Question

How To Interface With Ncbi Nucleotide Using Bioinformatics Tools?

1

Entering edit mode

11.9 years ago

leonardo ▴ 40

I am trying to compile a list of known peptide hormones and neuropeptides from sequences deposited into NCBI's Genbank and in Nucleotide databases. I am looking to extract peptide sequences of the entire coding region, as well as the sequences of the signal peptide and mature peptide(s).

I could do this manually with only a few dozen genes at the moment; however, I know there are in excess of 100, possibly as much as ~500 total genes of interest. If I compile a list of genes, is there already a program or workflow to batch extract this information from NCBI? Are there resources you can link for me so I may get started?

Here's an example. GenBank contains the complete coding sequence (mRNA) for the INS gene, encoding for proinsulin, which is the pre-cursor to insulin (active hormone).
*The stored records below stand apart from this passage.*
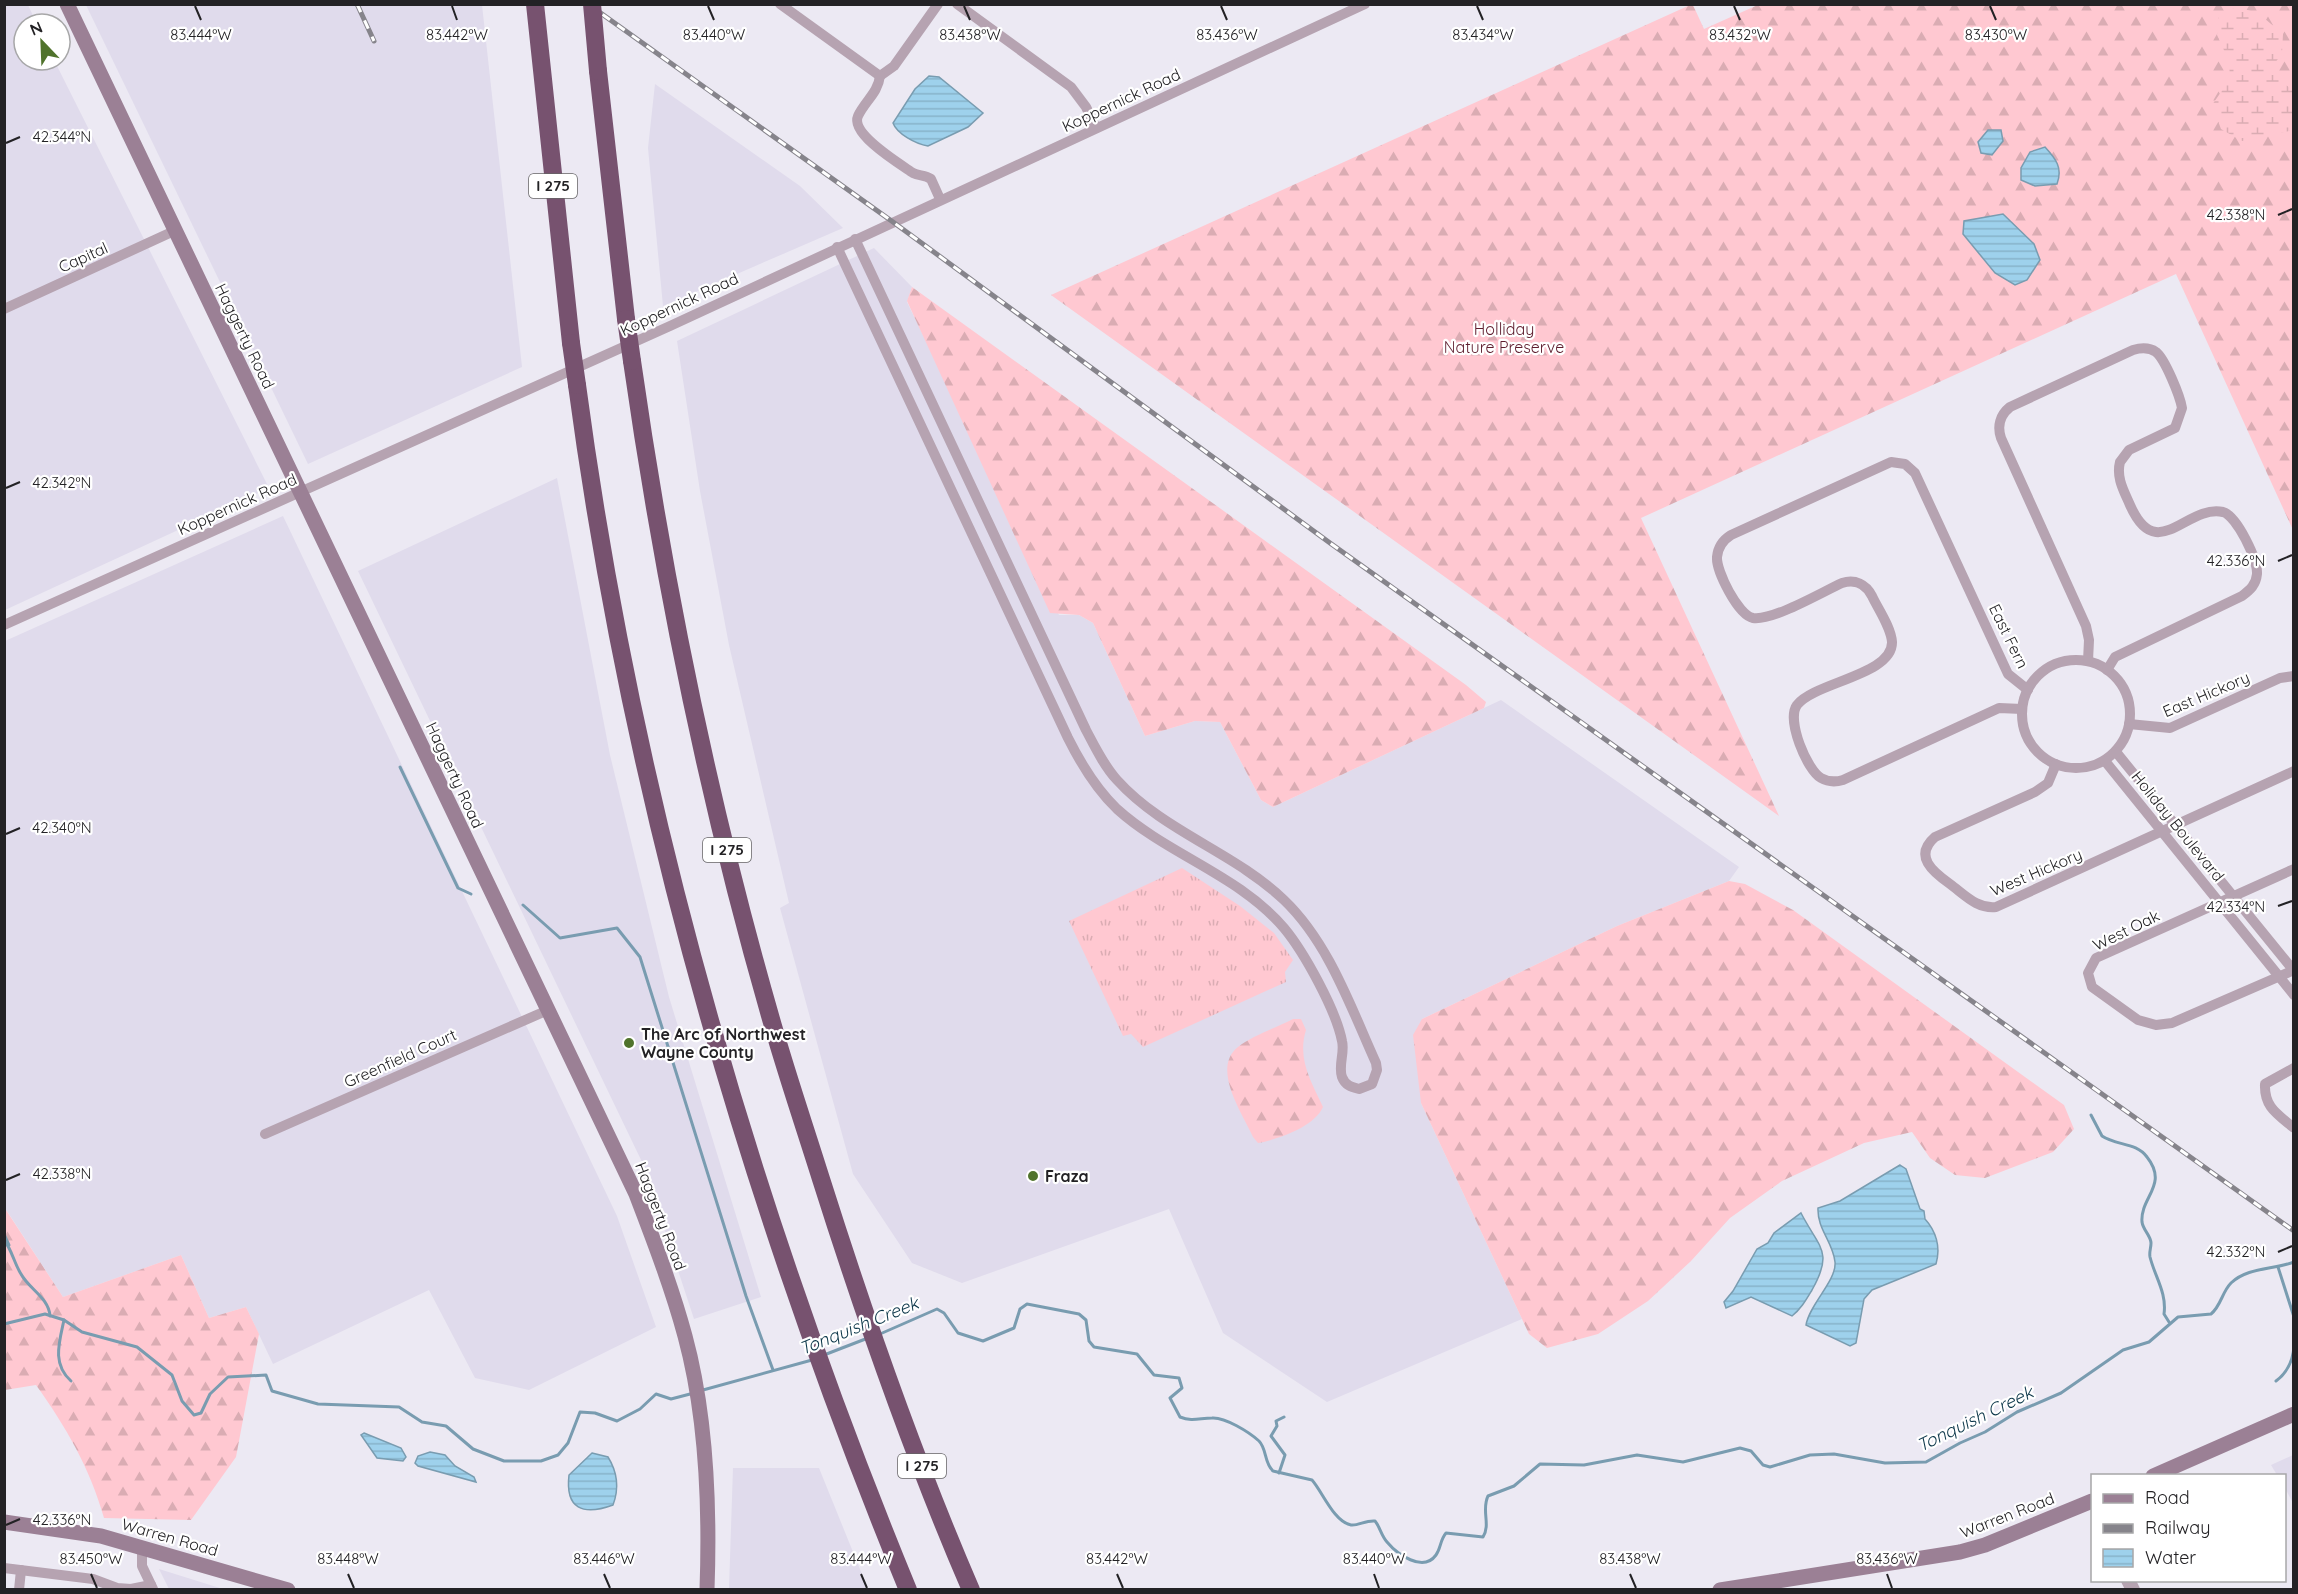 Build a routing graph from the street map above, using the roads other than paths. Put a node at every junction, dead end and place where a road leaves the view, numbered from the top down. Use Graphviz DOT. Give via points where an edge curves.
graph roads {
  1 [pos="67,4"];
  2 [pos="535,4"];
  3 [pos="592,4"];
  4 [pos="780,4"];
  5 [pos="938,4"];
  6 [pos="957,4"];
  7 [pos="1365,4"];
  8 [pos="880,76"];
  9 [pos="1096,128"];
  10 [pos="940,200"];
  11 [pos="174,231"];
  12 [pos="855,239"];
  13 [pos="837,247"];
  14 [pos="4,309"];
  15 [pos="904,345"];
  16 [pos="887,353"];
  17 [pos="952,447"];
  18 [pos="934,456"];
  19 [pos="302,491"];
  20 [pos="1005,560"];
  21 [pos="987,568"];
  22 [pos="4,625"];
  23 [pos="2088,661"];
  24 [pos="2107,670"];
  25 [pos="2294,676"];
  26 [pos="2028,690"];
  27 [pos="2022,709"];
  28 [pos="1079,716"];
  29 [pos="1061,724"];
  30 [pos="2129,724"];
  31 [pos="2116,752"];
  32 [pos="2105,761"];
  33 [pos="2056,764"];
  34 [pos="2294,771"];
  35 [pos="1161,819"];
  36 [pos="2175,825"];
  37 [pos="2163,832"];
  38 [pos="1151,834"];
  39 [pos="2294,869"];
  40 [pos="2235,897"];
  41 [pos="2222,903"];
  42 [pos="2293,971"];
  43 [pos="2278,976"];
  44 [pos="2294,995"];
  45 [pos="548,1010"];
  46 [pos="1357,1021"];
  47 [pos="1339,1028"];
  48 [pos="2294,1068"];
  49 [pos="2294,1128"];
  50 [pos="265,1134"];
  51 [pos="2294,1414"];
  52 [pos="2158,1474"];
  53 [pos="2091,1502"];
  54 [pos="4,1522"];
  55 [pos="142,1547"];
  56 [pos="4,1568"];
  57 [pos="21,1570"];
  58 [pos="152,1587"];
  59 [pos="19,1590"];
  60 [pos="288,1590"];
  61 [pos="707,1590"];
  62 [pos="908,1590"];
  63 [pos="970,1590"];
  64 [pos="1720,1590"];
  1 -- 11 [label="main road, Haggerty Road"];
  2 -- 62 [label="highway, I 275, bridge" via="577,385 623,659 670,864 745,1138 819,1357"];
  3 -- 63 [label="highway, I 275, bridge" via="626,318 658,525 731,869 773,1026 873,1335"];
  4 -- 8 [label="street"];
  5 -- 8 [label="street" via="894,66"];
  6 -- 9 [label="street" via="1071,87"];
  7 -- 9 [label="street, Koppernick Road"];
  8 -- 10 [label="street" via="875,92 858,116 857,127 916,174 931,179"];
  9 -- 10 [label="street, Koppernick Road"];
  10 -- 12 [label="street, Koppernick Road"];
  11 -- 14 [label="street, Capital"];
  11 -- 19 [label="main road, Haggerty Road"];
  12 -- 13 [label="street, Koppernick Road"];
  12 -- 15 [label="street"];
  13 -- 16 [label="street"];
  13 -- 19 [label="street, Koppernick Road"];
  15 -- 16 [label="street"];
  15 -- 17 [label="street"];
  16 -- 18 [label="street"];
  17 -- 18 [label="street"];
  17 -- 20 [label="street"];
  18 -- 21 [label="street"];
  19 -- 22 [label="street, Koppernick Road"];
  19 -- 45 [label="main road, Haggerty Road"];
  20 -- 21 [label="street"];
  20 -- 28 [label="street"];
  21 -- 29 [label="street"];
  23 -- 24 [label="street"];
  23 -- 24 [label="street" via="2086,626 2001,438 1999,423 2010,407 2133,350 2153,350 2162,359 2182,408 2175,428 2129,450 2120,462 2120,482 2135,516 2148,530 2159,533 2215,511 2229,515 2236,520 2257,576 2254,586 2242,596 2115,657"];
  23 -- 26 [label="street, East Fern" via="2052,666"];
  24 -- 30 [label="street" via="2126,694"];
  25 -- 30 [label="street, East Hickory" via="2280,678 2170,728"];
  26 -- 27 [label="street"];
  26 -- 27 [label="street, East Fern" via="2008,674 1915,473 1905,464 1891,462 1867,472 1731,535 1720,545 1719,568 1738,607 1747,616 1762,617 1842,582 1854,581 1869,590 1891,636 1891,651 1882,662 1805,698 1795,709 1793,726 1813,770 1822,779 1844,780 1999,708"];
  27 -- 33 [label="street" via="2032,744"];
  28 -- 29 [label="street"];
  28 -- 35 [label="street" via="1112,774"];
  29 -- 38 [label="street" via="1104,795"];
  30 -- 31 [label="street"];
  31 -- 32 [label="street"];
  31 -- 36 [label="street, Holiday Boulevard"];
  32 -- 33 [label="street" via="2086,767"];
  32 -- 37 [label="street, Holiday Boulevard"];
  33 -- 37 [label="street, West Hickory" via="2048,783 2035,792 1929,842 1925,855 1930,869 1978,905 1996,907"];
  34 -- 36 [label="street"];
  35 -- 38 [label="street"];
  35 -- 46 [label="street" via="1257,878 1284,900 1320,946"];
  36 -- 37 [label="street"];
  36 -- 40 [label="street, Holiday Boulevard"];
  37 -- 41 [label="street, Holiday Boulevard"];
  38 -- 47 [label="street" via="1268,911 1304,956"];
  39 -- 40 [label="street, West Oak"];
  40 -- 41 [label="street, West Oak"];
  40 -- 42 [label="street, Holiday Boulevard"];
  41 -- 43 [label="street, Holiday Boulevard"];
  41 -- 43 [label="street, West Oak" via="2096,958 2088,973 2092,987 2138,1020 2156,1025 2172,1023"];
  42 -- 43 [label="street, West Oak"];
  43 -- 44 [label="street, Holiday Boulevard"];
  45 -- 50 [label="street, Greenfield Court"];
  45 -- 61 [label="main road, Haggerty Road" via="636,1194 685,1336 696,1392 706,1494"];
  46 -- 47 [label="street"];
  46 -- 47 [label="street" via="1377,1070 1372,1084 1359,1089 1346,1085 1342,1079 1344,1051"];
  48 -- 49 [label="street" via="2265,1084 2264,1097 2269,1108"];
  51 -- 52 [label="main road"];
  53 -- 64 [label="main road, Warren Road" via="1960,1552"];
  54 -- 55 [label="main road, Warren Road" via="101,1536"];
  55 -- 58 [label="street" via="142,1566"];
  55 -- 60 [label="main road, Warren Road"];
  56 -- 57 [label="street"];
  57 -- 58 [label="street" via="93,1579 131,1589"];
  57 -- 59 [label="street"];
}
On that GenBank page are a number of "features" of that sequence. The CDS is the full product of the INS gene, composed of the signal peptide and the mature peptide. I would like to extract these three features.

ncbi nucleotide general • 3.4k views

ADD COMMENT • link 11.9 years ago by leonardo ▴ 40

score 2 · Answer 1 · 2013-08-10

Could you give an example of such an entry? I am not sure if NCBI Nucleotide or Genbank stores this kind of information in a format that is easily retrieved programatically.

On the other hand, if they're known gene products from model organisms, you might have more luck with Uniprot.

For instance, for Neuropeptide S, you can go to http://www.uniprot.org/uniprot/P0C0P6. Programitically, you can use http://www.uniprot.org/uniprot/P0C0P6.gff to retrieve features, and http://www.uniprot.org/uniprot/P0C0P6.fasta to get the full peptide sequence.

I believe some signal peptides are manually annotated, and others are predicted using a combination of tools, such as SignalP and TargetP. Predicted ones are marked as potential. You can read more about that at the Uniprot help page.

Edit:

Using NCBI Eutilz, you can get the XML for each gene. To get the internal identifier, use esearch

http://eutils.ncbi.nlm.nih.gov/entrez/eutils/esearch.fcgi?db=nucleotide&term= HUMINS01

That'll give you a list of IDs for your search. In this case, the ID is 186429. Depending on your search term, you'll get between 0 and 20 IDs, unless you set the attribute &retmax=<some number="">. Use the IDs for to fetch a XML file for each entry:

http://eutils.ncbi.nlm.nih.gov/entrez/eutils/efetch.fcgi?db=nucleotide&id=186429&rettype=native&retmode=xml

Use whatever you fancy to parse the XML. What you're you most likely interested in is the "Seq-feat" blocks. These contains the "Prot-ref_processed" node which can take the value of "signal-peptide", "mature" and possibly more. I don't know if the vocabulary is controlled. Further, from this node you can also extract the "Seq-interval". Note that the internval is zero-indexed, and based off the sequence itself, and not the chromosomal location.